API is an acronym for Application Programming Interface, which is a complicated way of describing an interface between two applications, or between a human and an application or database.  You can think of an API a bit like a waiter in a restaurant. You know how to talk to the waiter to order food or pay the bill. The waiter acts as the 'interface' between you and the restaurant, bringing you the food you've ordered while shielding you from all the complicated stuff that's going on behind the scenes such as food deliveries, stock management, cooking and cleaning dishes.

In the context of searching, an API provides a way to access data systematically using structured queries. A search API allows you to search existing items in a data collection or catalogue, in our case the historical newspaper collections hosted on Chronicling America. In this case, the search API is the interface to the data, and you just need to learn how to communicate with it (i.e. formulate your query using syntax the API can understand) to get the right information back, i.e. to return newspaper pages that are relevant to your search query.

A search API allows you to execute a search query using a URL and get back results that match the query. In this sense, it's not that different to conventional search. You just need to learn how the search query URLs are constructed to do the search (instead of typing out your query in the search box and clicking "Go", which can be laborious if you have a lot of queries to run). Another useful difference is that with an API, rather than results just being displayed in your browser, you can often specify to download them immediately onto your computer in different formats.

Let's see how it works in action.

## Using the Chronicling America API

### Simple Text Search

All Chronicling API searches start with the following base URL: https://chroniclingamerica.loc.gov/ 

The base URL is followed by the search, including specific search parameters.

E.g. a simple search for articles containing the word "alacrity" is made up of the base URL https://chroniclingamerica.loc.gov/ followed by "search/pages/results/?andtext=alacrity", so:

https://chroniclingamerica.loc.gov/search/pages/results/?andtext=alacrity

`/search/pages/results` is an instruction about where to search more specifically (i.e. the content of the pages, rather than other fields such as the newspaper's place of publication), and everything after the question mark specifies the search query and parameters. In this case, we want to search the full text of the newspapers, which is done by using `andtext` set to our search term "alacrity" (`andtext=alacrity`).
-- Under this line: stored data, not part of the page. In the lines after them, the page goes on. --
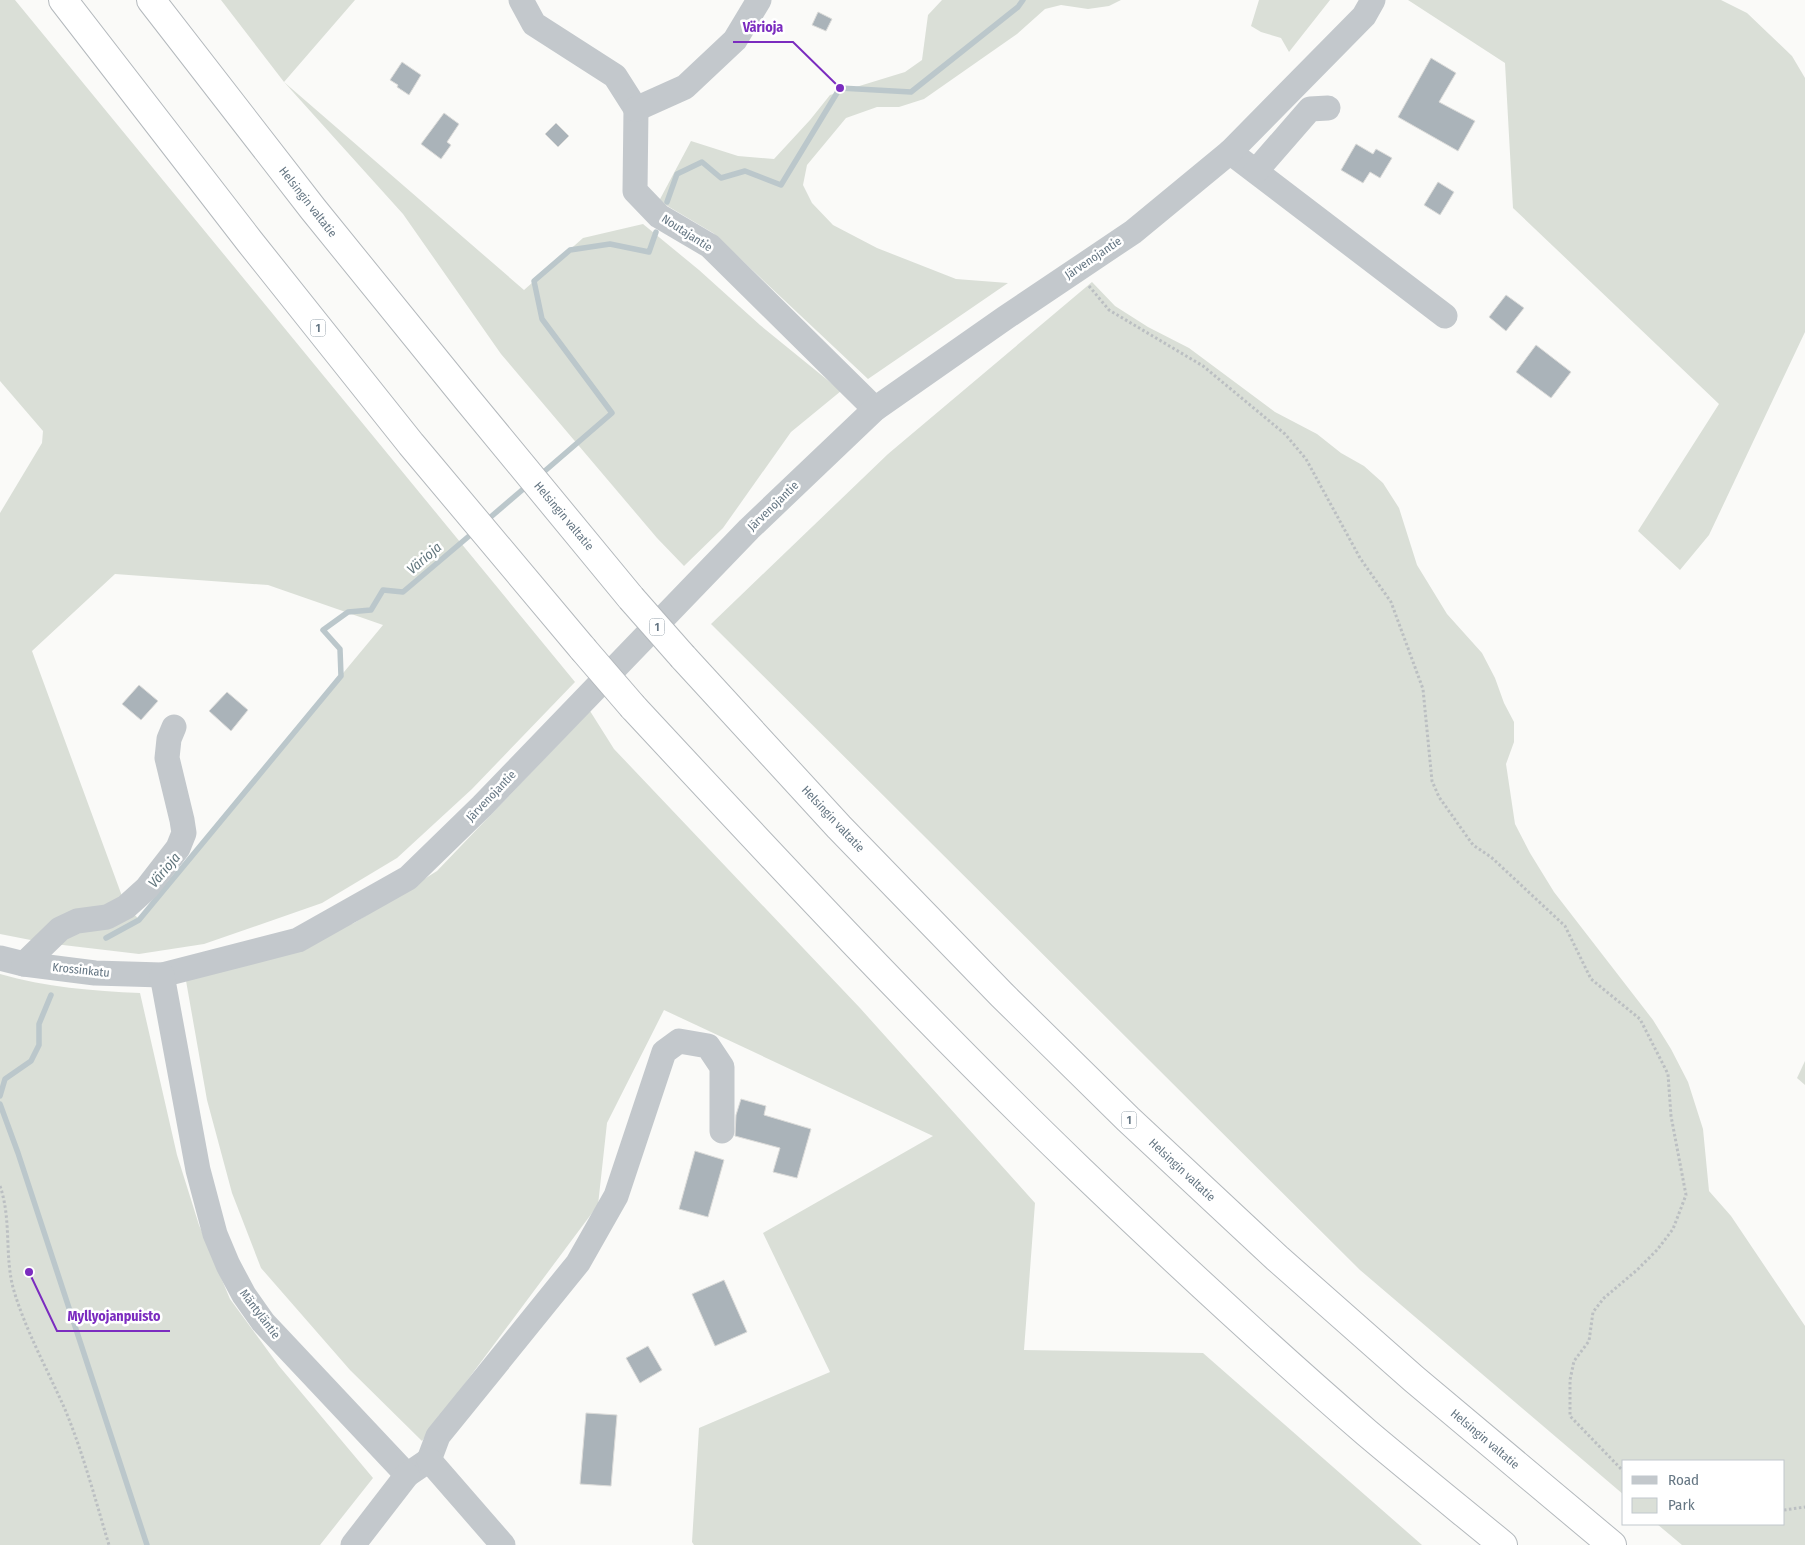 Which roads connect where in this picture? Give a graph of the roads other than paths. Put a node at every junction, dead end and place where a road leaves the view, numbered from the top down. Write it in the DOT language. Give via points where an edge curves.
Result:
graph roads {
  1 [pos="63,0"];
  2 [pos="151,0"];
  3 [pos="521,0"];
  4 [pos="759,0"];
  5 [pos="1373,0"];
  6 [pos="1328,108"];
  7 [pos="636,109"];
  8 [pos="1230,152"];
  9 [pos="1256,171"];
  10 [pos="1445,316"];
  11 [pos="875,409"];
  12 [pos="174,727"];
  13 [pos="0,958"];
  14 [pos="24,964"];
  15 [pos="162,975"];
  16 [pos="722,1131"];
  17 [pos="429,1460"];
  18 [pos="407,1475"];
  19 [pos="353,1545"];
  20 [pos="503,1545"];
  21 [pos="1503,1545"];
  22 [pos="1612,1545"];
  1 -- 21 [label="highway, 1, bridge" via="399,429 583,650 790,876 1080,1169 1353,1420"];
  2 -- 22 [label="highway, Helsingin valtatie / 1, bridge" via="331,232 631,598 839,827 1128,1119 1277,1258 1414,1379"];
  3 -- 7 [label="street" via="534,24 615,76"];
  4 -- 7 [label="street" via="735,40 685,88"];
  5 -- 8 [label="street, Järvenojantie" via="1364,16"];
  6 -- 9 [label="street" via="1310,109"];
  7 -- 11 [label="street, Noutajantie" via="635,191 659,216 710,246"];
  8 -- 9 [label="street"];
  8 -- 11 [label="street, Järvenojantie" via="1133,232"];
  9 -- 10 [label="street"];
  11 -- 15 [label="street, Järvenojantie" via="749,529 482,806 408,878 298,940"];
  12 -- 14 [label="street" via="167,758 184,833 178,848 147,888 126,907 106,917 77,921 60,929"];
  13 -- 14 [label="street, Krossinkatu"];
  14 -- 15 [label="street, Krossinkatu" via="95,973"];
  15 -- 18 [label="street, Mäntyläntie" via="198,1170 215,1234 228,1265 263,1322"];
  16 -- 17 [label="street" via="722,1067 708,1046 679,1041 664,1052 616,1196 578,1263 438,1436"];
  17 -- 18 [label="street"];
  17 -- 20 [label="street"];
  18 -- 19 [label="street"];
}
You can also run searches the newspaper titles only or in one or more specific newspapers only (e.g. searching only the pages of the Salt Lake Herald, or those of the Chicago Tribune), but we are interested in searching the text in all of the newspapers in the Chronicling America collection in this tutorial.

### Proximate Search

If you use Chronicling America's simple browser interface to do a search with multiple words, you are asking it to do what is known as a proximate search. This means that the search engine searches for all the words within each page, but they don't need to appear one after the other, even if you put them in double quotes.  You may have noticed this when inspecting the results of the conventional search earlier, as one page didn't contain the exact search query.

When writing a search query for the API, proximate search can be replicated using the `proxtext` search parameter and using plus signs between multiple words.  So, the API search for the equivalent browser search for "little alacrity and energy" is:

https://chroniclingamerica.loc.gov/search/pages/results/?proxtext=little+alacrity+and+energy

If you click on this link, a new tab should open which contains all seven results you looked at earlier.

### Phrase Text Search

You can also do a search for the exact phrase by using the `phrasetext` parameter, like this:

https://chroniclingamerica.loc.gov/search/pages/results/?phrasetext=little+alacrity+and+energy

Note that this only returns the six pages containing the phrase "little alacrity and energy" but not the page which contains all four individual words but not in the exact phrase specified.  You can achieve the same in the browser search by going to "Advanced Search" and running a search with the phrase "little alacrity and energy". (If you do not get the number of hits you expect, check the date parameters and make sure you are searching from 1777 to 1963.)

But hang on, what's so special about API searches, if I can do the exact same thing in the browser? What are they useful for?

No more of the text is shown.